Cile: il jazz jazz di Melissa Aldana
La giovane talentuosa tenorsassofonista cilena Melissa Aldana sta correndo come un treno nel mondo del jazz afroamericano. Dopo aver vinto la prestigiosa Thelonious Monk Competition ha lasciato Santiago del Cile per trasferirsi a New York, la capitale mondiale del jazz. Gian Franco Grilli l’ha intervistata in occasione del concerto modenese della rassegna Crossroads 2014. (+video)
Melissa, vuoi ricordare ai nostri lettori un po’ di dati anagrafici?
Sono nata a Santiago del Cile nel 1988 in una famiglia di musicisti, mio nonno aveva un’orchestra di musica ballabile, mio padre è sassofonista.
E con quali maestri hai studiato jazz ?
Ho appreso tutto da mio padre Marcos Aldana, ottimo tenorsassofonista e mi piace sottolineare che è arrivato in semifinale al Thelonious Monk International Jazz Saxophone Competition nell’anno1991 quando vinse Joshua Redman. A sei anni ho iniziato a studiare il sax contralto, trascrivendo Charlie Parker per molti anni. A dodici anni partecipai alla gara di Bravo Bravissimo, il programma televisivo condotto da Mike Buongiorno e suonai Isn’t She Lovely, un brano di Stevie Wonder.

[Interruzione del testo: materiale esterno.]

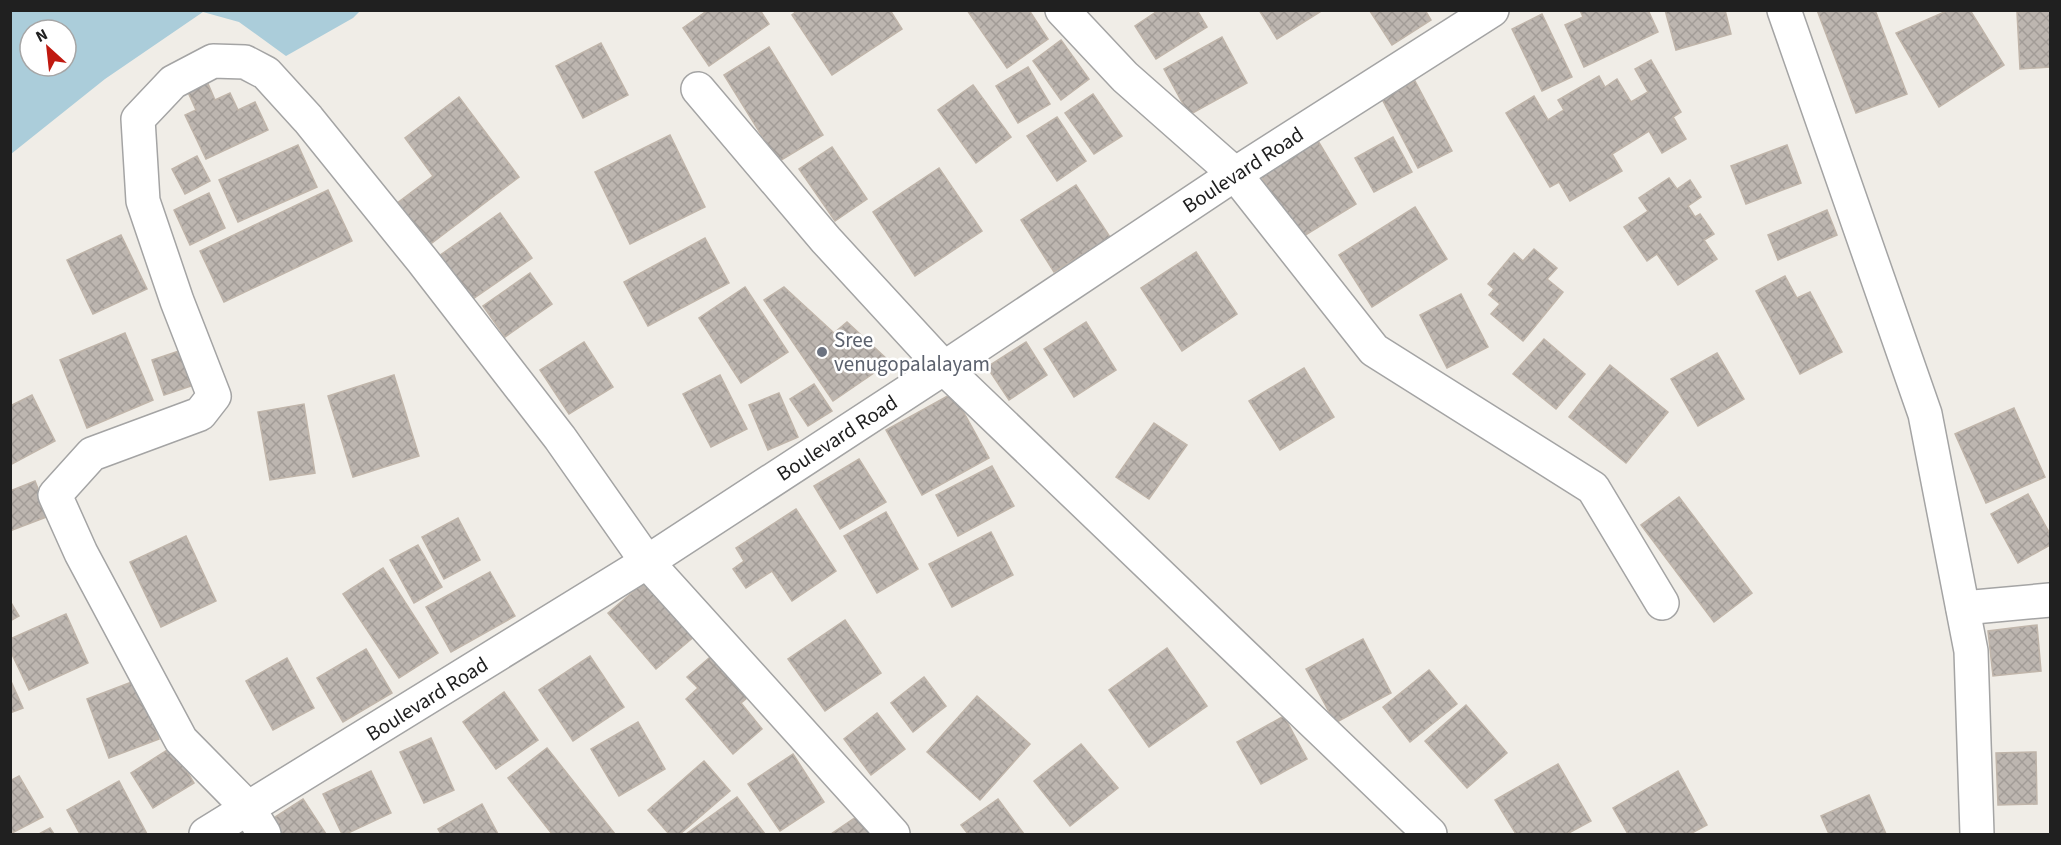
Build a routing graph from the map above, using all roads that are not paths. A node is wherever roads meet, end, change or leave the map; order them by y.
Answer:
1 (1062, 10) edge
2 (1492, 10) edge
3 (1784, 10) edge
4 (698, 89) dead end
5 (1235, 174) junction
6 (944, 368) junction
7 (647, 562) junction
8 (2050, 600) edge
9 (1662, 603) dead end
10 (1963, 608) junction
11 (257, 822) edge
12 (206, 834) edge
13 (893, 834) edge
14 (1430, 834) edge
15 (1977, 834) edge

1 - 5 street
2 - 5 street, Boulevard Road
3 - 10 street
4 - 6 street
5 - 6 street, Boulevard Road
5 - 9 street
6 - 7 street, Boulevard Road
6 - 14 street
7 - 11 street, Boulevard Road
7 - 11 street
7 - 13 street
8 - 10 street
10 - 15 street
11 - 12 street, Boulevard Road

Quando tornai in Cile ascoltai il tenore di Sonny Rollins e mi innamorai tanto di quel sound che da quel momento in poi non ho più suonato il sax alto.
Tuo padre in semifinale e tu addirittura hai vinto l’ultima edizione del Thelonious Monk Competition, che è stato poi il tuo trampolino di lancio. Com’è andata?
Ritenevo fosse un’ottima occasione, e lo è, per i musicisti giovani così decisi di tentare con quel prestigioso concorso di Washington. Come da regolamento spedii il mio curriculum con foto, i brani che avevo registrato ed è successo che mi hanno chiamata. Ero molto tesa ma poi è andato tutto benissimo, ho ricevuto complimenti importanti di Wayne Shorter, Hancock e altri. Il premio in denaro ottenuto mi ha permesso di approfondire gli studi, e cosa importantissima è che da quel momento in poi sono arrivate richieste di collaborazione. Insomma, meglio di così non poteva andare.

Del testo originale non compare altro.